EXTRACTED MATERIAL:
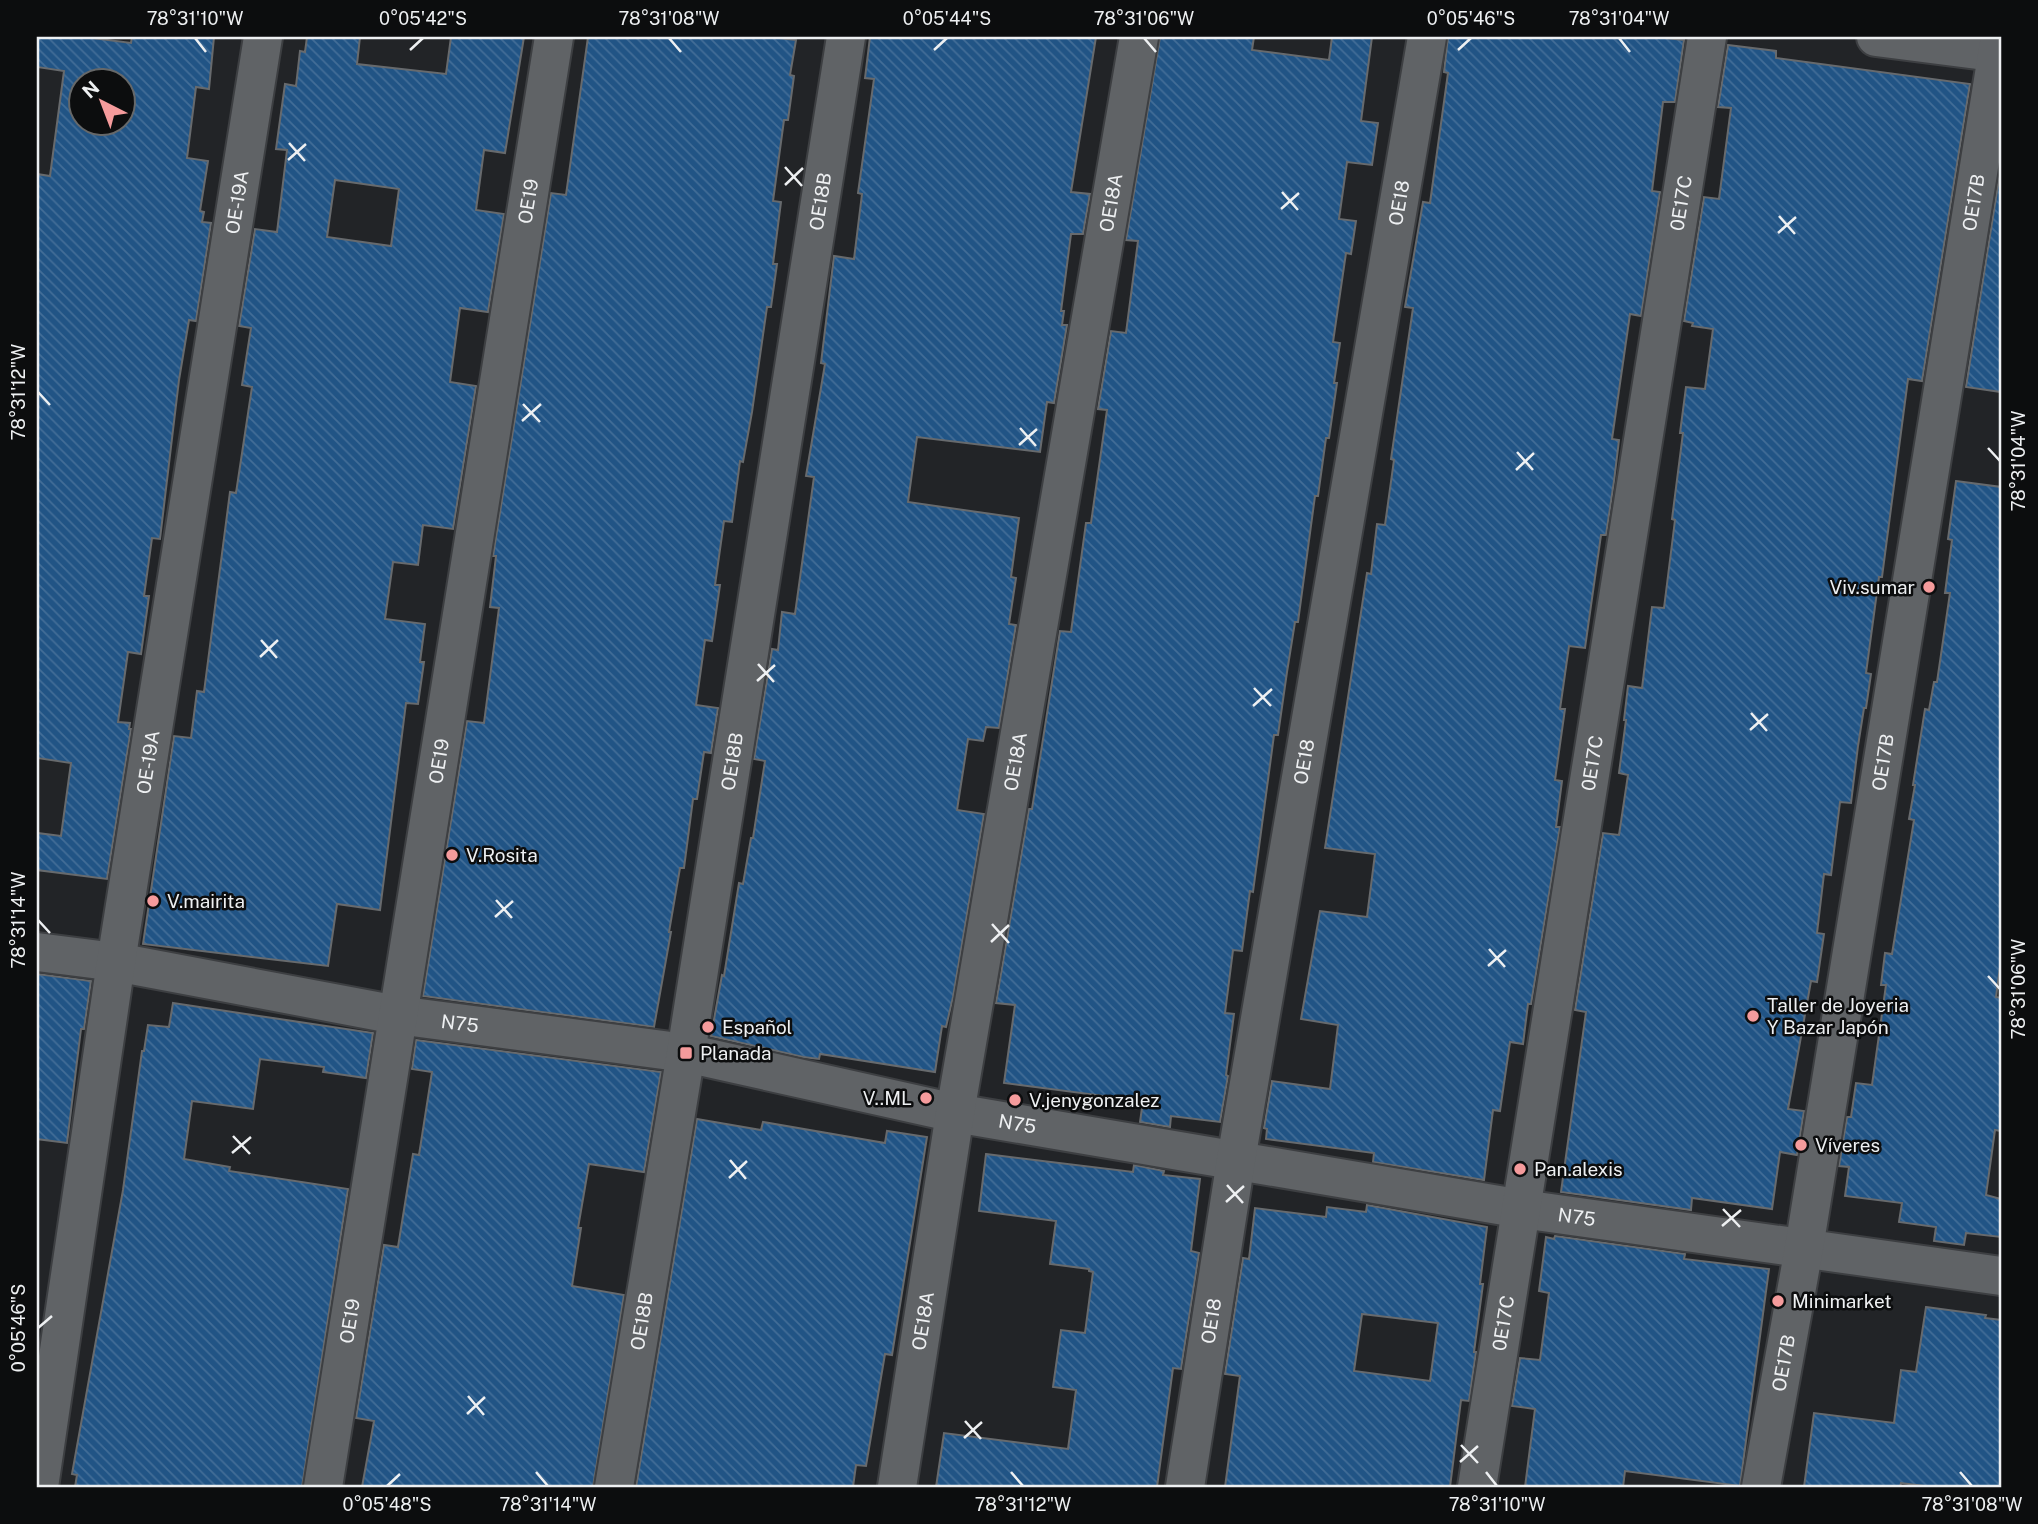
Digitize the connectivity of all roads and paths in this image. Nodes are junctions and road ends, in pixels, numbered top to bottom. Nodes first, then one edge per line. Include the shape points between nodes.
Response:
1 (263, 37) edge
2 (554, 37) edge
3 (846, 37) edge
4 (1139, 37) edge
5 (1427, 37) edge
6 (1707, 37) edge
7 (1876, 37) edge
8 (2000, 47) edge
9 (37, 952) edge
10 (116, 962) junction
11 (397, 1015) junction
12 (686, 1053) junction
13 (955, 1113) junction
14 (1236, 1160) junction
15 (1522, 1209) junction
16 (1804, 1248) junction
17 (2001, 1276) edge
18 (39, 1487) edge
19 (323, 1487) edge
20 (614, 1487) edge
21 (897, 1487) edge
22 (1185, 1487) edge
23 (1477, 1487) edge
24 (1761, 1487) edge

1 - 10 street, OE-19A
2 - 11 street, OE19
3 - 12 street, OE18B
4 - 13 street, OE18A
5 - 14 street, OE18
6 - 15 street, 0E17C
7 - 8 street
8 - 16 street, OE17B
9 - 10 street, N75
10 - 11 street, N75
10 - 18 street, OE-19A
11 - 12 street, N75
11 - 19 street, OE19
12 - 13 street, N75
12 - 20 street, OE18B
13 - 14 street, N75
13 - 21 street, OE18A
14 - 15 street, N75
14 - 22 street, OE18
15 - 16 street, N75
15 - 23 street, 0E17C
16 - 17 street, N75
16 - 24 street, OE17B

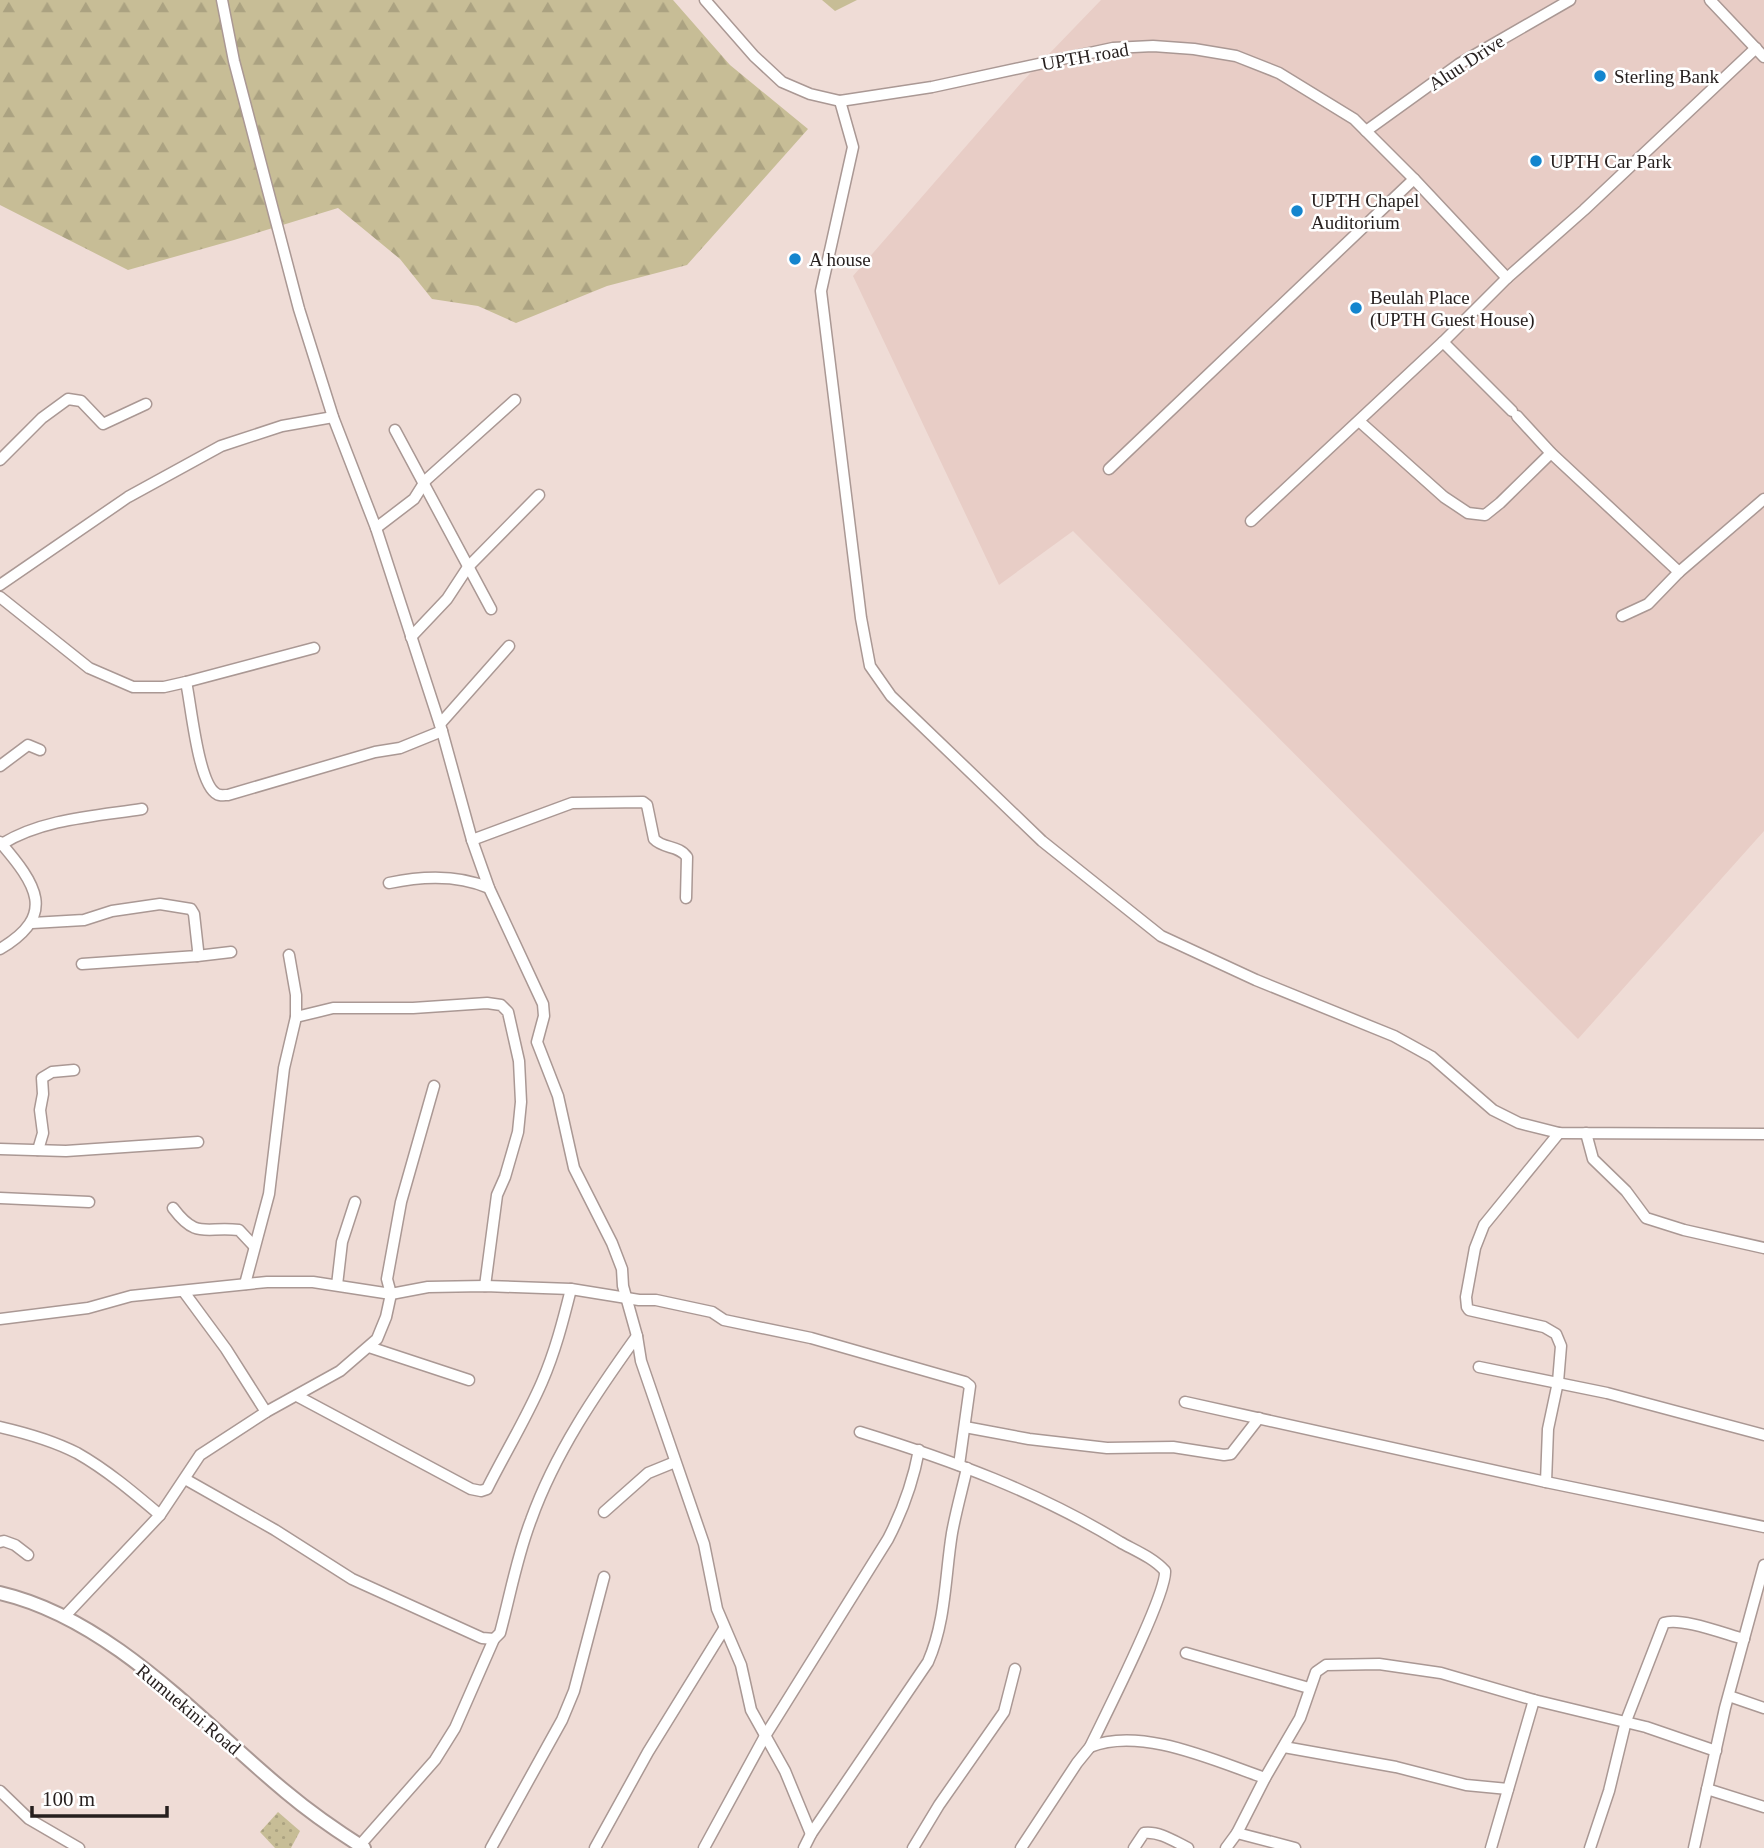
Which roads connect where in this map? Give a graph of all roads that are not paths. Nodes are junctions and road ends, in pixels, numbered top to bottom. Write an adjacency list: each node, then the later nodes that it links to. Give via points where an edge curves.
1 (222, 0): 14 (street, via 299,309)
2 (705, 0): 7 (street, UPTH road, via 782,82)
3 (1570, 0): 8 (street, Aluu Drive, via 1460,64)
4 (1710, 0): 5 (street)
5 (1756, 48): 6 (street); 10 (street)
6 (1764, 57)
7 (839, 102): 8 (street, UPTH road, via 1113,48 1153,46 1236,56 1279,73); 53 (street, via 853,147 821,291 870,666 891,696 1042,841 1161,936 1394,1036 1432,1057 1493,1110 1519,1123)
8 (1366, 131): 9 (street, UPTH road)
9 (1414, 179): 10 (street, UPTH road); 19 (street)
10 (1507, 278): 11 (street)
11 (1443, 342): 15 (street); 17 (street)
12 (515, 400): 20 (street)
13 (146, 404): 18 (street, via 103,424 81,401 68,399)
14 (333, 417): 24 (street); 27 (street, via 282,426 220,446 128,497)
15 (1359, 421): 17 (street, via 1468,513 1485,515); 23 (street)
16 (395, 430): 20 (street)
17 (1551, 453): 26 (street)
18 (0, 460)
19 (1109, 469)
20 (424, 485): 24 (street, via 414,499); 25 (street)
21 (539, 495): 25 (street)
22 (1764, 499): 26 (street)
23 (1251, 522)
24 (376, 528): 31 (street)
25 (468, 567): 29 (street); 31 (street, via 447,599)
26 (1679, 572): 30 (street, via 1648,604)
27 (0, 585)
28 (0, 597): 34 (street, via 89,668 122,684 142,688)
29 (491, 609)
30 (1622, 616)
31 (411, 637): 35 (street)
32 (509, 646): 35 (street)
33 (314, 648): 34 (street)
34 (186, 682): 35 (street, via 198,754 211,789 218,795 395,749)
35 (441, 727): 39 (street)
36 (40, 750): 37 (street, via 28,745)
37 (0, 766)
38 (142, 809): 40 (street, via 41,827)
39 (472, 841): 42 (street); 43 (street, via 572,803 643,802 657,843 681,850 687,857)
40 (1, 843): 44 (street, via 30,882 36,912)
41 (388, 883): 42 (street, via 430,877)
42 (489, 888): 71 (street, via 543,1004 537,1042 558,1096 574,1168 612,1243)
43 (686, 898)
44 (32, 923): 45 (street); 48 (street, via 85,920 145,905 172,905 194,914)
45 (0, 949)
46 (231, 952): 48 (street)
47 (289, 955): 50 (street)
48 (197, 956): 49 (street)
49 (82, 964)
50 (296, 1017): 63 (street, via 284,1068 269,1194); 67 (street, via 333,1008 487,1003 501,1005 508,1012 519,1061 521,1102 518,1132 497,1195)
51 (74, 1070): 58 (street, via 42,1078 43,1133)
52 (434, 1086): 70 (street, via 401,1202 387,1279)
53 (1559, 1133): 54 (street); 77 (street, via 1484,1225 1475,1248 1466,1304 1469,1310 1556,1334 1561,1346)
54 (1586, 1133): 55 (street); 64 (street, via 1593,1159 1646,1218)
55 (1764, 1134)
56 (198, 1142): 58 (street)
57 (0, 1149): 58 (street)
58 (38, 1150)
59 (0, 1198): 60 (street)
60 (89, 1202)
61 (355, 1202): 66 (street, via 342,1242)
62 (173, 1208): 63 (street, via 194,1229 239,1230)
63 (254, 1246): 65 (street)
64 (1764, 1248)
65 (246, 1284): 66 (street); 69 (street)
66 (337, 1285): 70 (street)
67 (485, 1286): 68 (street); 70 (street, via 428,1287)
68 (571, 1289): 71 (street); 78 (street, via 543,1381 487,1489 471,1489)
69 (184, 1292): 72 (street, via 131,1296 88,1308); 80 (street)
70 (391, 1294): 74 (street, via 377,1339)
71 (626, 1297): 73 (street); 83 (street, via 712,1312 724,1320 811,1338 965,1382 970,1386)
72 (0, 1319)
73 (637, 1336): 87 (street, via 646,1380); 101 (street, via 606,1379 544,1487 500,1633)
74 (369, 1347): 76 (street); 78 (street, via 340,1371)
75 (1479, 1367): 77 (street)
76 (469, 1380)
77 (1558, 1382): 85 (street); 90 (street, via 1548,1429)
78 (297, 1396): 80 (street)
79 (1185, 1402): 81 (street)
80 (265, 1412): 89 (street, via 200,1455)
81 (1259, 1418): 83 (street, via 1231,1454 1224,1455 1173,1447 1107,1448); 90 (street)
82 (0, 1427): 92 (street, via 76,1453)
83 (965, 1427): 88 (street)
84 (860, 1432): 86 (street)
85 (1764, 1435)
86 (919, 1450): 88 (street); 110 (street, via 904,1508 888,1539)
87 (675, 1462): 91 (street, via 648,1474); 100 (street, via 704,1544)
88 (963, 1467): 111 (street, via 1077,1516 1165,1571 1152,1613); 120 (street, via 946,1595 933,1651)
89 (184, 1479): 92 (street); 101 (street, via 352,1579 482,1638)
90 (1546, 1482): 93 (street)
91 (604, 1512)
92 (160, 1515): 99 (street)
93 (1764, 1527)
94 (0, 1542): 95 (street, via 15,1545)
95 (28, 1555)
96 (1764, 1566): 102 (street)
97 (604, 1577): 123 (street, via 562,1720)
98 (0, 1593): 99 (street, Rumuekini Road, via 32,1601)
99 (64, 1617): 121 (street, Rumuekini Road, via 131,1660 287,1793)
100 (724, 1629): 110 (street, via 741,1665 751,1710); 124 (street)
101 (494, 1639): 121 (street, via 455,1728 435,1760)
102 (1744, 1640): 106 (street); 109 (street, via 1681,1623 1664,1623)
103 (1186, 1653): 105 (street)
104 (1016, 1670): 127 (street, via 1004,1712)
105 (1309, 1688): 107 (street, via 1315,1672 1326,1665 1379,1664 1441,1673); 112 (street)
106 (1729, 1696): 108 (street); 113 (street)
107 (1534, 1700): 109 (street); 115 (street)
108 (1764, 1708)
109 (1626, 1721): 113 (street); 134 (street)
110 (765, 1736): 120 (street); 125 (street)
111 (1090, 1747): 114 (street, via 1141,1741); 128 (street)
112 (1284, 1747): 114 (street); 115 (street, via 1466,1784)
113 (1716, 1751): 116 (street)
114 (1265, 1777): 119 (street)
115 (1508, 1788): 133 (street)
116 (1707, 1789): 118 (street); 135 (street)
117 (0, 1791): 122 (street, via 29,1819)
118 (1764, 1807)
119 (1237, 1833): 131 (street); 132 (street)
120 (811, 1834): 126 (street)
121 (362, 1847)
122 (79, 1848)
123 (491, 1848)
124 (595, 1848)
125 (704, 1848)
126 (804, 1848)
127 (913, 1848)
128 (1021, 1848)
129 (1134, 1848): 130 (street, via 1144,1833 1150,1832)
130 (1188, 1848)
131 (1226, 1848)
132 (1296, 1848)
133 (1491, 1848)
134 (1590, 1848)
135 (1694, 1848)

REQUIRED ACTION: Among the entries above, identify all lines with "pixels" and copy them.

ANSWER SECTION:
Digitize the connectivity of all roads and paths in this image. Nodes are junctions and road ends, in pixels, numbered top to bottom. Nodes first, then one edge per line. Include the shape points between nodes.
Which roads connect where in this map? Give a graph of all roads that are not paths. Nodes are junctions and road ends, in pixels, numbered top to bottom. Write an adjacency list: each node, then the later nodes that it links to. Give via points where an edge curves.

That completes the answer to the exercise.